The vaccine, a virus-like particle (VLP) platform displaying a key protective antigen epitope known as the loop-neutralizing determinant (LND), demonstrated strong immune responses in animal models after only one or two doses. Importantly, the candidate can be lyophilized (freeze-dried) and reconstituted without losing potency, addressing one of the most significant logistical challenges in biodefense vaccine preparedness—cold-chain storage and periodic stockpile replacement.
Why Anthrax Remains a Critical Threat
Although nearly 25 years have passed since anthrax spores were deliberately sent through the U.S. postal system, resulting in five deaths, inhalation anthrax remains a serious bioterrorism concern. Producing weapons-grade spores is relatively simple, and infection is highly lethal without prompt treatment. Current vaccines, such as BioThrax®, require multiple doses over 18 months plus annual boosters, often leading to compliance challenges. Moreover, these vaccines demand refrigerated storage and are prone to potency loss, necessitating costly replenishment of national stockpiles.
A New Vaccine Design: Epitope-Focused Nanoparticles
The new approach focuses on a cryptic neutralizing epitope (the LND) within Bacillus anthracis protective antigen. Unlike existing vaccines, which do not elicit antibodies to this region, the nanoparticle vaccine consistently produced highly protective antibody levels in rabbits and mice.
The LND-VLP vaccine uses the Woodchuck hepatitis core antigen capsid (WHcAg) to create a nanoparticle displaying 240 copies of the LND epitope. This structure mimics viral geometry, making it highly immunogenic but non-infectious. Key findings include:
- Rapid immune protection: Two doses, and in some cases a single dose, produced protective immunity.
- Cross-species validation: Rabbit antisera transferred into mice provided full protection from lethal aerosol anthrax spore challenge.
- Lyophilization advantage: Freeze-dried formulations retained structural integrity and immunogenicity, crucial for long-term, room-temperature stockpiling.
- Optimized delivery: A combination of subcutaneous and intramuscular administration improved immune responses.

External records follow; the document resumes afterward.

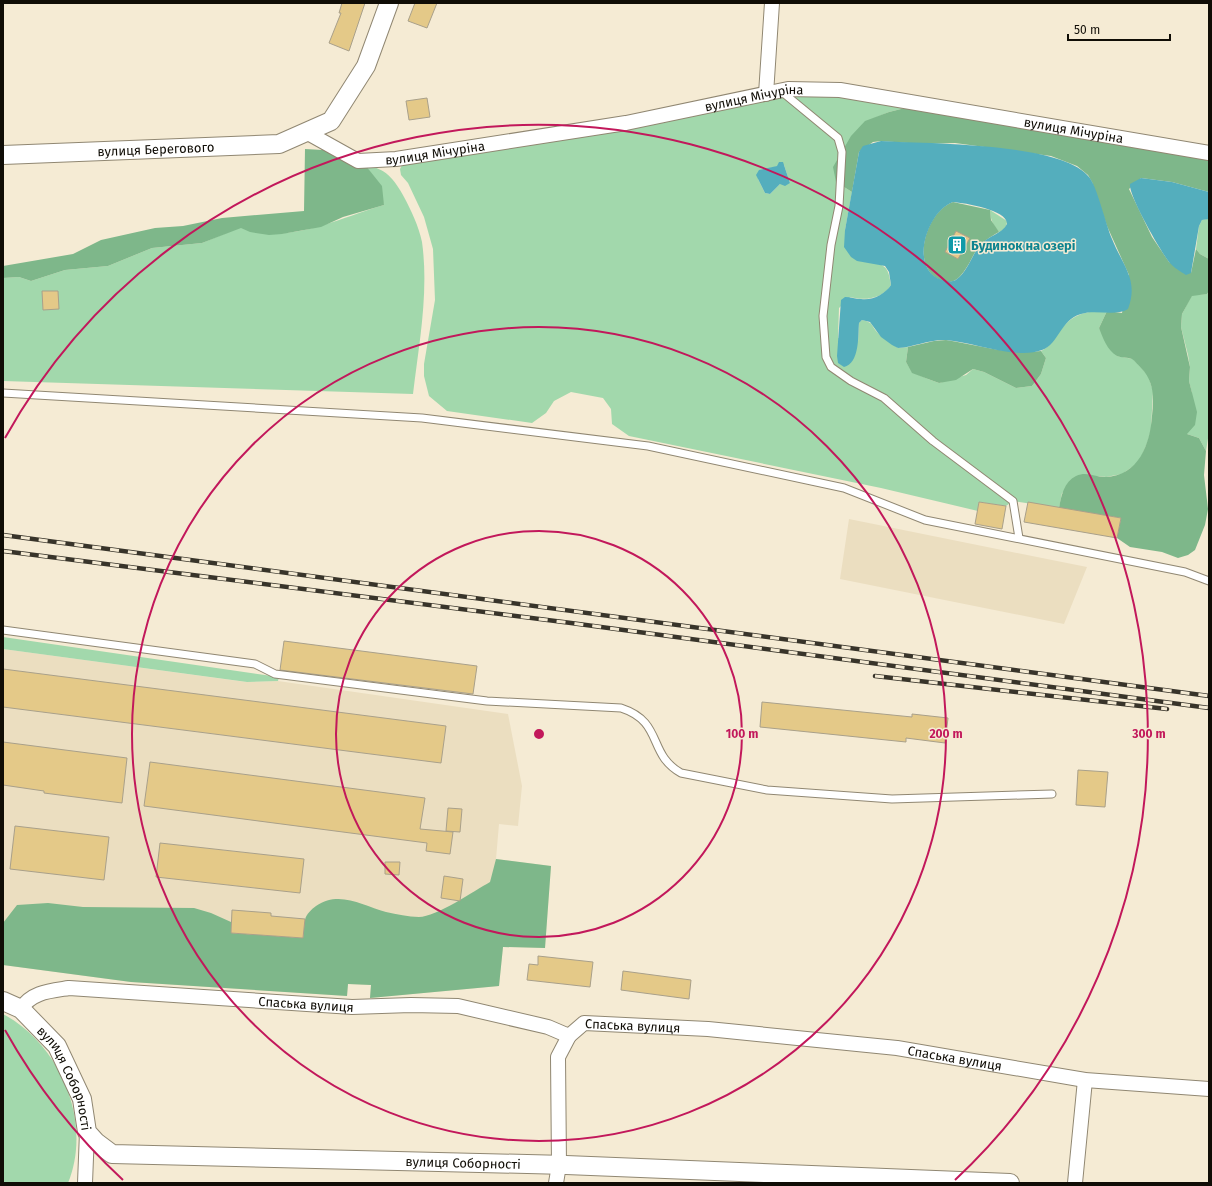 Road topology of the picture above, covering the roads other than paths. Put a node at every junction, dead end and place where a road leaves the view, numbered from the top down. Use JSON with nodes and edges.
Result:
{"nodes":[{"id":1,"x":389,"y":3,"type":"edge"},
{"id":2,"x":772,"y":3,"type":"edge"},
{"id":3,"x":781,"y":91,"type":"junction"},
{"id":4,"x":766,"y":94,"type":"junction"},
{"id":5,"x":306,"y":132,"type":"junction"},
{"id":6,"x":1209,"y":153,"type":"edge"},
{"id":7,"x":3,"y":155,"type":"edge"},
{"id":8,"x":3,"y":393,"type":"edge"},
{"id":9,"x":1019,"y":538,"type":"junction"},
{"id":10,"x":1209,"y":581,"type":"edge"},
{"id":11,"x":3,"y":630,"type":"edge"},
{"id":12,"x":1052,"y":794,"type":"dead end"},
{"id":13,"x":3,"y":1002,"type":"edge"},
{"id":14,"x":21,"y":1009,"type":"junction"},
{"id":15,"x":569,"y":1036,"type":"junction"},
{"id":16,"x":1085,"y":1080,"type":"junction"},
{"id":17,"x":1209,"y":1088,"type":"edge"},
{"id":18,"x":87,"y":1132,"type":"junction"},
{"id":19,"x":559,"y":1165,"type":"junction"},
{"id":20,"x":85,"y":1183,"type":"edge"},
{"id":21,"x":556,"y":1183,"type":"edge"},
{"id":22,"x":1010,"y":1183,"type":"edge"},
{"id":23,"x":1075,"y":1183,"type":"edge"}],
"edges":[{"from":1,"to":5,"type":"street","name":"вулиця Берегового"},
{"from":2,"to":4,"type":"street"},
{"from":3,"to":4,"type":"street","name":"вулиця Мічуріна"},
{"from":3,"to":6,"type":"street","name":"вулиця Мічуріна"},
{"from":3,"to":9,"type":"lane"},
{"from":4,"to":5,"type":"street","name":"вулиця Мічуріна"},
{"from":5,"to":7,"type":"street","name":"вулиця Берегового"},
{"from":8,"to":9,"type":"lane"},
{"from":9,"to":10,"type":"lane"},
{"from":11,"to":12,"type":"lane"},
{"from":13,"to":14,"type":"street","name":"вулиця Соборності"},
{"from":14,"to":15,"type":"street","name":"Спаська вулиця"},
{"from":14,"to":18,"type":"street","name":"вулиця Соборності"},
{"from":15,"to":16,"type":"street","name":"Спаська вулиця"},
{"from":15,"to":19,"type":"street"},
{"from":16,"to":17,"type":"street","name":"Спаська вулиця"},
{"from":16,"to":23,"type":"street"},
{"from":18,"to":19,"type":"street","name":"вулиця Соборності"},
{"from":18,"to":20,"type":"street"},
{"from":19,"to":21,"type":"street"},
{"from":19,"to":22,"type":"street","name":"вулиця Соборності"}]} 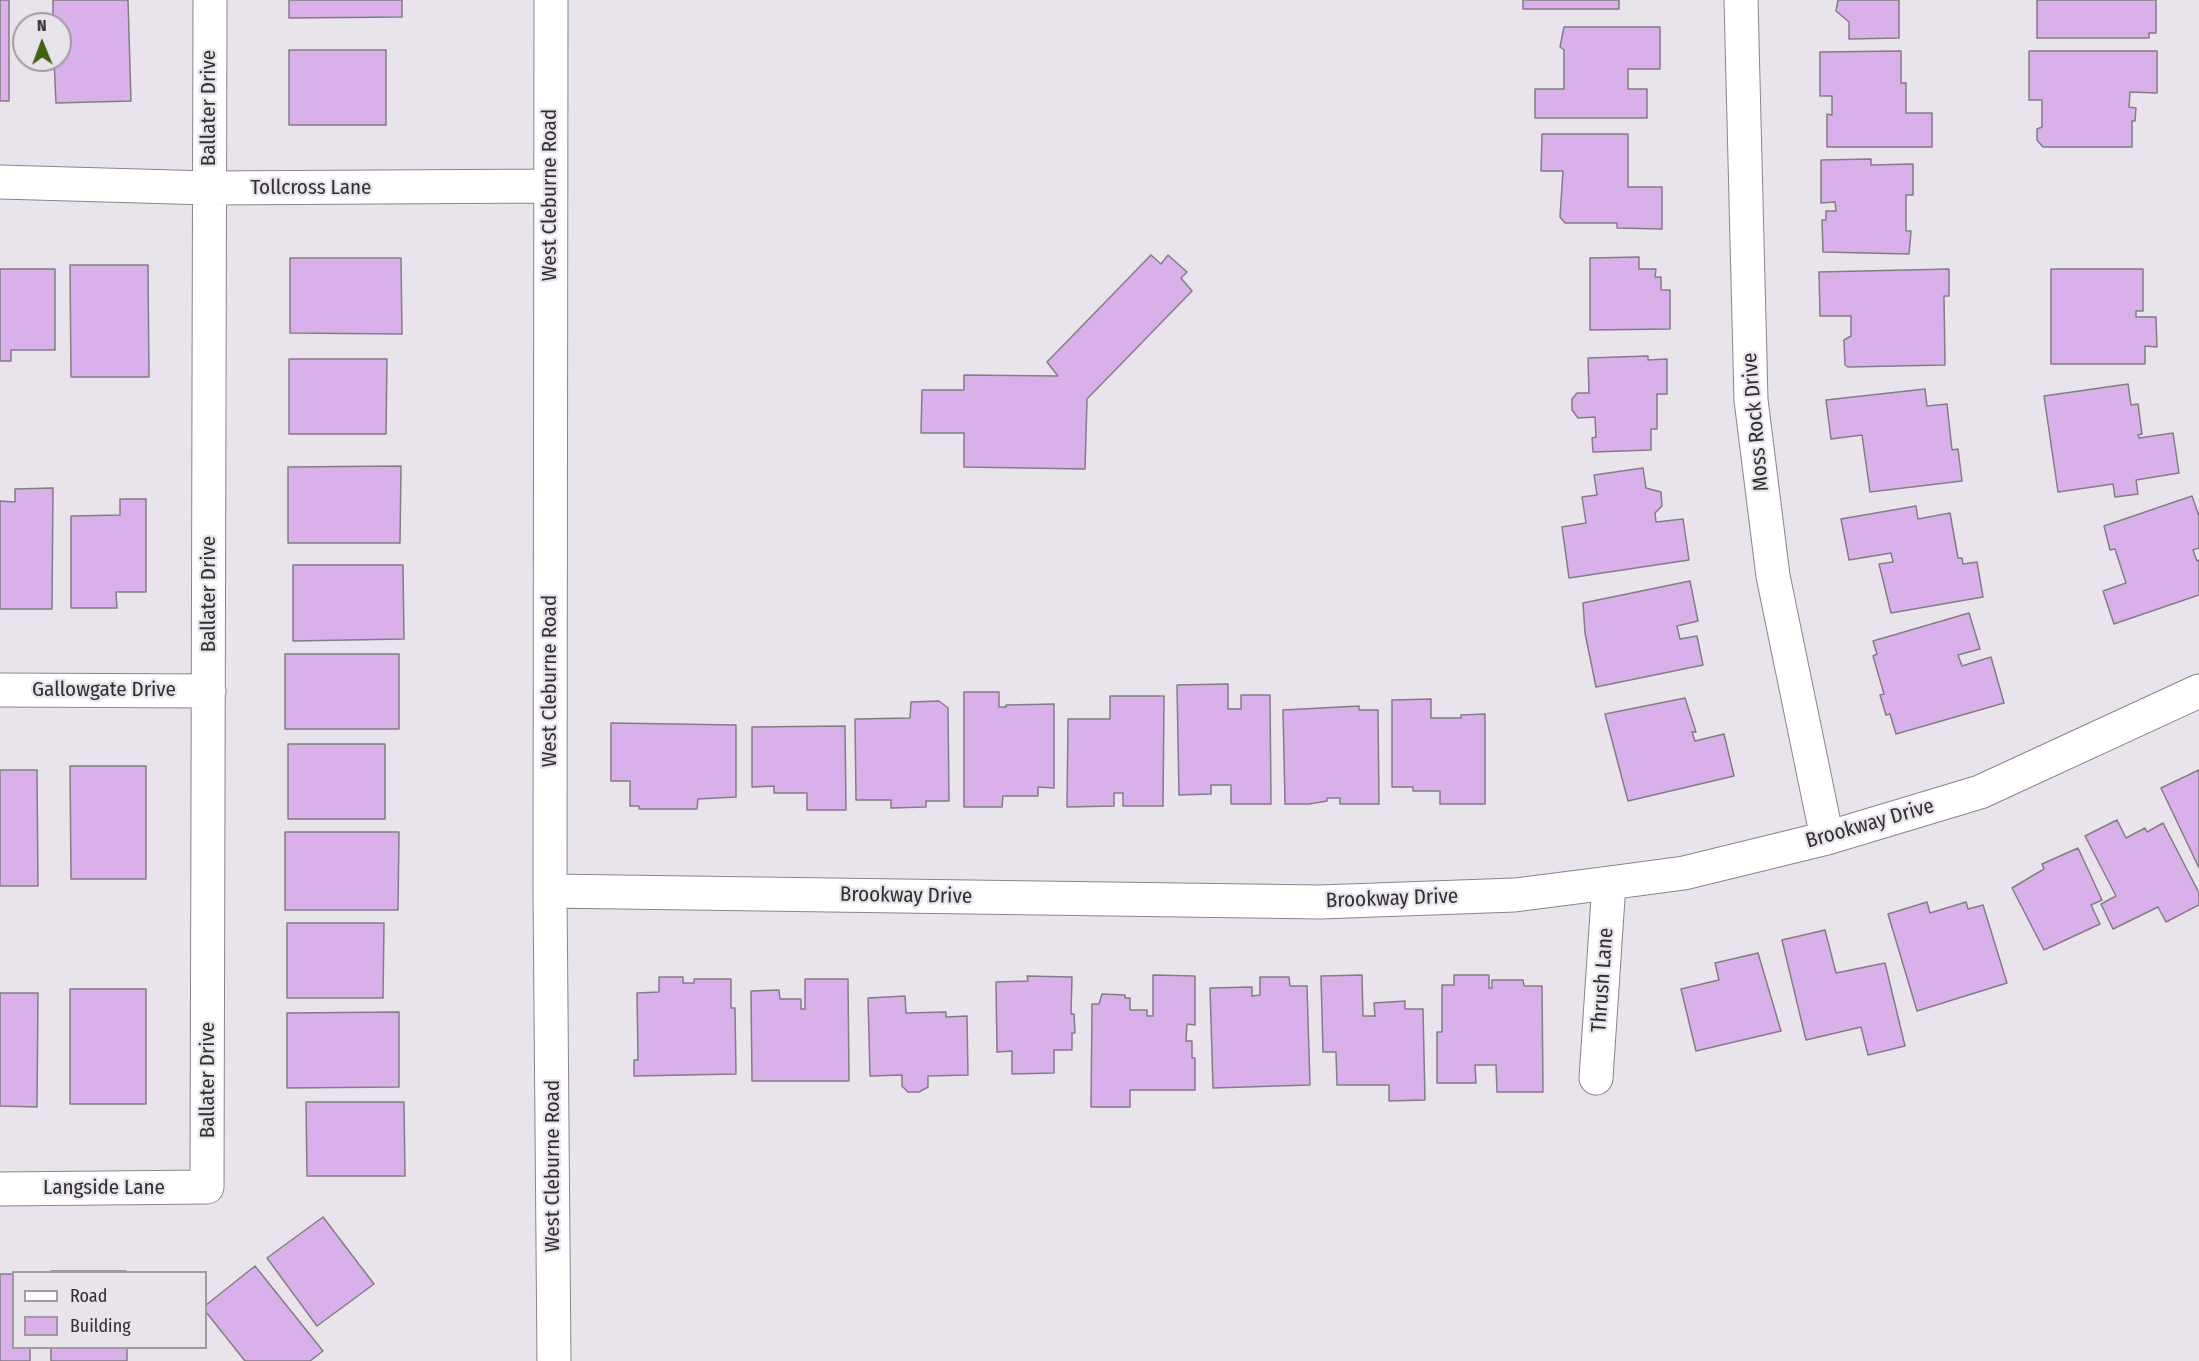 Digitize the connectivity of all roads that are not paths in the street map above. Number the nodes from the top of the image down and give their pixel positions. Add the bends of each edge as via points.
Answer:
1 (210, 0) edge
2 (551, 0) edge
3 (1741, 0) edge
4 (0, 182) edge
5 (550, 186) junction
6 (209, 189) junction
7 (0, 690) edge
8 (209, 691) junction
9 (2199, 691) edge
10 (1827, 838) junction
11 (1610, 883) junction
12 (550, 891) junction
13 (1596, 1078) dead end
14 (207, 1187) joint
15 (0, 1189) edge
16 (554, 1361) edge

1 - 6 street, Ballater Drive
2 - 5 street, West Cleburne Road
3 - 10 street, Moss Rock Drive via 1750,400 1773,576
4 - 6 street, Tollcross Lane
5 - 6 street, Tollcross Lane
5 - 12 street, West Cleburne Road
6 - 8 street, Ballater Drive
7 - 8 street, Gallowgate Drive
8 - 14 street, Ballater Drive
9 - 10 street, Brookway Drive via 1980,792
10 - 11 street, Brookway Drive via 1684,873
11 - 12 street, Brookway Drive via 1515,895 1320,902
11 - 13 street, Thrush Lane
12 - 16 street, West Cleburne Road
14 - 15 street, Langside Lane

Implications for National and Global Health Security
For the general public, anthrax may seem like a distant or unlikely danger. However, its potential as a bioweapon places anthrax preparedness squarely within the realm of national security and public health. A more potent, stable vaccine—one that does not require cold storage or frequent boosting—would significantly enhance readiness against deliberate release scenarios. Reduced logistical burdens mean faster deployment during crises and lower long-term costs for governments maintaining stockpiles.
Toward the Next Generation of Anthrax Countermeasures
While further testing in non-human primates and eventual human trials will be required, the study suggests that this LND-VLP vaccine could serve both as a standalone prophylactic and as a complement to existing protective antigen–based vaccines. The dual benefits of dose sparing and elimination of cold-chain dependence position it as a promising candidate for future inclusion in the U.S. Strategic National Stockpile and potentially in international biodefense arsenals.
As anthrax remains a “low-probability, high-consequence” threat, advances such as this provide a critical step toward ensuring societies are better prepared to respond to biological emergencies.
Oscherwitz J., Cease K., Milich D., et al. A Lyophilizable Nanoparticle Anthrax Vaccine Targeting the Loop-Neutralizing Determinant in Protective Antigen from Bacillus anthracis. Microorganisms, 12 August 2025.